In contrast, if the true plastid ancestor did not encode a homolog of EDD, then it never would have been transferred to plant nuclear genomes through EGT and would be uniformly absent from plastid and nuclear genomes across the Archaeplastida. Our observations support this scenario. Moreover, we would still expect that over the next 1.5 billion years (approximately the time since the origin of plastids), some cyanobacteria would acquire EDD genes through LGT. But in that case, these cyanobacterial EDD homologs would not cluster together in single gene phylogenies in a way that is congruent with their accepted species phylogenies obtained from ribosomal RNA sequences44. This is precisely the distribution of EDD genes among cyanobacteria we observe (Fig. 1c and Supplementary Fig. 2), which branch more closely with proteobacterial and archaeal homologs rather than forming a single clade of cyanobacterial EDD sequences.
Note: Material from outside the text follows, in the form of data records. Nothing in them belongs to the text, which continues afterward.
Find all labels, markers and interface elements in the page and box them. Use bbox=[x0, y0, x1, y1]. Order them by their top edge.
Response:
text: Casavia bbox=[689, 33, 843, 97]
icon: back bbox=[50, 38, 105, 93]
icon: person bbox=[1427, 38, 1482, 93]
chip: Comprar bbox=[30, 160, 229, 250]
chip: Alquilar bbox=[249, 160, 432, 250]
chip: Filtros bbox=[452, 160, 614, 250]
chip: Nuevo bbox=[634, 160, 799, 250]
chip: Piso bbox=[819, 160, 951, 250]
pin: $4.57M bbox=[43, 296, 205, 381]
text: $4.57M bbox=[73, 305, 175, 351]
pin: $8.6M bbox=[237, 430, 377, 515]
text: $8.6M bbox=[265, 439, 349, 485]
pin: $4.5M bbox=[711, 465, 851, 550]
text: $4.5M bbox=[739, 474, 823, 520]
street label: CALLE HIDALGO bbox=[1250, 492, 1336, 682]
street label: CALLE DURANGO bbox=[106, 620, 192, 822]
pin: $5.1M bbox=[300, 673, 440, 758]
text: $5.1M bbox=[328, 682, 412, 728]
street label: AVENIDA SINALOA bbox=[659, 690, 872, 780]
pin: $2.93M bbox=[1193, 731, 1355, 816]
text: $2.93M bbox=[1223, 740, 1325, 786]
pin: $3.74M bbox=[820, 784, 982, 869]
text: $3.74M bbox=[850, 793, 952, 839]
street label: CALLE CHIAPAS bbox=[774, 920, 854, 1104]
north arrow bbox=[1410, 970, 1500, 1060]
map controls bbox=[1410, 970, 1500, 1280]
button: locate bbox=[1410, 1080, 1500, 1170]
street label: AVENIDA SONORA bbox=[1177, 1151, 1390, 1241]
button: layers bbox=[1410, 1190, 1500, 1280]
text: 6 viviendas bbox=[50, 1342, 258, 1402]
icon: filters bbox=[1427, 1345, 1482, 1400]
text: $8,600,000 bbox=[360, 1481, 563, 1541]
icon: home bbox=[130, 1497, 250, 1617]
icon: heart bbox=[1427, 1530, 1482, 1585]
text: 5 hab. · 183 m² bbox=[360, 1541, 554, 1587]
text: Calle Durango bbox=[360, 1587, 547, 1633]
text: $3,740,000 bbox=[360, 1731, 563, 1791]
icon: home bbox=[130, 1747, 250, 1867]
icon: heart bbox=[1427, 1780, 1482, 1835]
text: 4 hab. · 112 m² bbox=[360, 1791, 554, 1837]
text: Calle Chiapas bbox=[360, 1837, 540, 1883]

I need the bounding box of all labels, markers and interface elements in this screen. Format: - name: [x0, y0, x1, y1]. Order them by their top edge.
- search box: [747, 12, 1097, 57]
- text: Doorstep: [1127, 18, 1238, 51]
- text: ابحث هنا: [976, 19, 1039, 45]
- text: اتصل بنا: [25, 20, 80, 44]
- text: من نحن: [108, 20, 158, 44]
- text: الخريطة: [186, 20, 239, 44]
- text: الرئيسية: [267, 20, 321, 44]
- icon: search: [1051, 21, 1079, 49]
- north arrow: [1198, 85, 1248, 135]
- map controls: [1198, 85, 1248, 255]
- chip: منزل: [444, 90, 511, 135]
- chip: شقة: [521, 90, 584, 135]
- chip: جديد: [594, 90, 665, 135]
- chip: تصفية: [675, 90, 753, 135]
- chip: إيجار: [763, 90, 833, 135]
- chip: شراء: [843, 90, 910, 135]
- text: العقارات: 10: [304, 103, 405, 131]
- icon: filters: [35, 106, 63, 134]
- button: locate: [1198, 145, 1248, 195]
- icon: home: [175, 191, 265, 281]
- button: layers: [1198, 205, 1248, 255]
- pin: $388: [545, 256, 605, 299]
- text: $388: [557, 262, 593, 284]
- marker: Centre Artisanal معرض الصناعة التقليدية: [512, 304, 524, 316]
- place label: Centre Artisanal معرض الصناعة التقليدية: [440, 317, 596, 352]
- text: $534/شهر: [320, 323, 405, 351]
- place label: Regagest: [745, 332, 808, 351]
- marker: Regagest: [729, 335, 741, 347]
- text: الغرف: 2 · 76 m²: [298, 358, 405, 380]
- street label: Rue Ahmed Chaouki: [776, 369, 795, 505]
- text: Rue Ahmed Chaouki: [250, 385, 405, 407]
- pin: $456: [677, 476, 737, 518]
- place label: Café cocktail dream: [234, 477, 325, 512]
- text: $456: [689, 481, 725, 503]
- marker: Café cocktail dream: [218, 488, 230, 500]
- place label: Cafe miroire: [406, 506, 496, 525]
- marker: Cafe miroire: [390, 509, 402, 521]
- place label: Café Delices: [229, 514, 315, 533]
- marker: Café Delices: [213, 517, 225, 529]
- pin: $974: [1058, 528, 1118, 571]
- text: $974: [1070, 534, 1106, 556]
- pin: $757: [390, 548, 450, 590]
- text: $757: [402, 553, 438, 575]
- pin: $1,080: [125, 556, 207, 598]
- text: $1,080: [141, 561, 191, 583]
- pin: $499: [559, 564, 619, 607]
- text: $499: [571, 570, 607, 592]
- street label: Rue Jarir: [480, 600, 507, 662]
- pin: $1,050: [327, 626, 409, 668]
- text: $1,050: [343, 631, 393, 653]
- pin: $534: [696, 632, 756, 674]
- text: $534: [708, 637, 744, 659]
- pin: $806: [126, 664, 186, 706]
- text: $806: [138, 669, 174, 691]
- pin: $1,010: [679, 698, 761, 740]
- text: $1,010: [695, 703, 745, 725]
Our position would become untenable by the future discovery of EDD and EDA gene pairs in a cyanobacterial species more closely related to modern day plastids than G. lithospora, particularly if such a hypothetical EDD gene nested monophyletically with other cyanobacterial EDD sequences. However, currently available evidence suggests that the absence of a complete ED pathway in the plastid ancestor provides the most parsimonious explanation for its absence among the Archaeplastida.

Synechocystis PCC 6803 has been used as a model to study ED pathway in cyanobacteria5,11,45,46, but efforts to measure flux in the ED pathway in this strain were not successful47. The hyperthermophile Archaeon Sulfolobus solfataricus utilizes semi- and non-phosphorylated versions of the ED pathway featuring gluconate, 2-keto-3-deoxygluconate (KDG), and KDPG28,48,49. Chen et al. have speculated that Synechocystis DHAD (WP_010874288 or slr0452) might dehydrate gluconate to KDG, followed by phosphorylation to KDPG through the semi-phosphorylated pathway11. Our analysis indicates that Synechocystis PCC 6803, like the majority of cyanobacteria, does not employ a complete ED pathway due to the absence of a genuine EDD gene.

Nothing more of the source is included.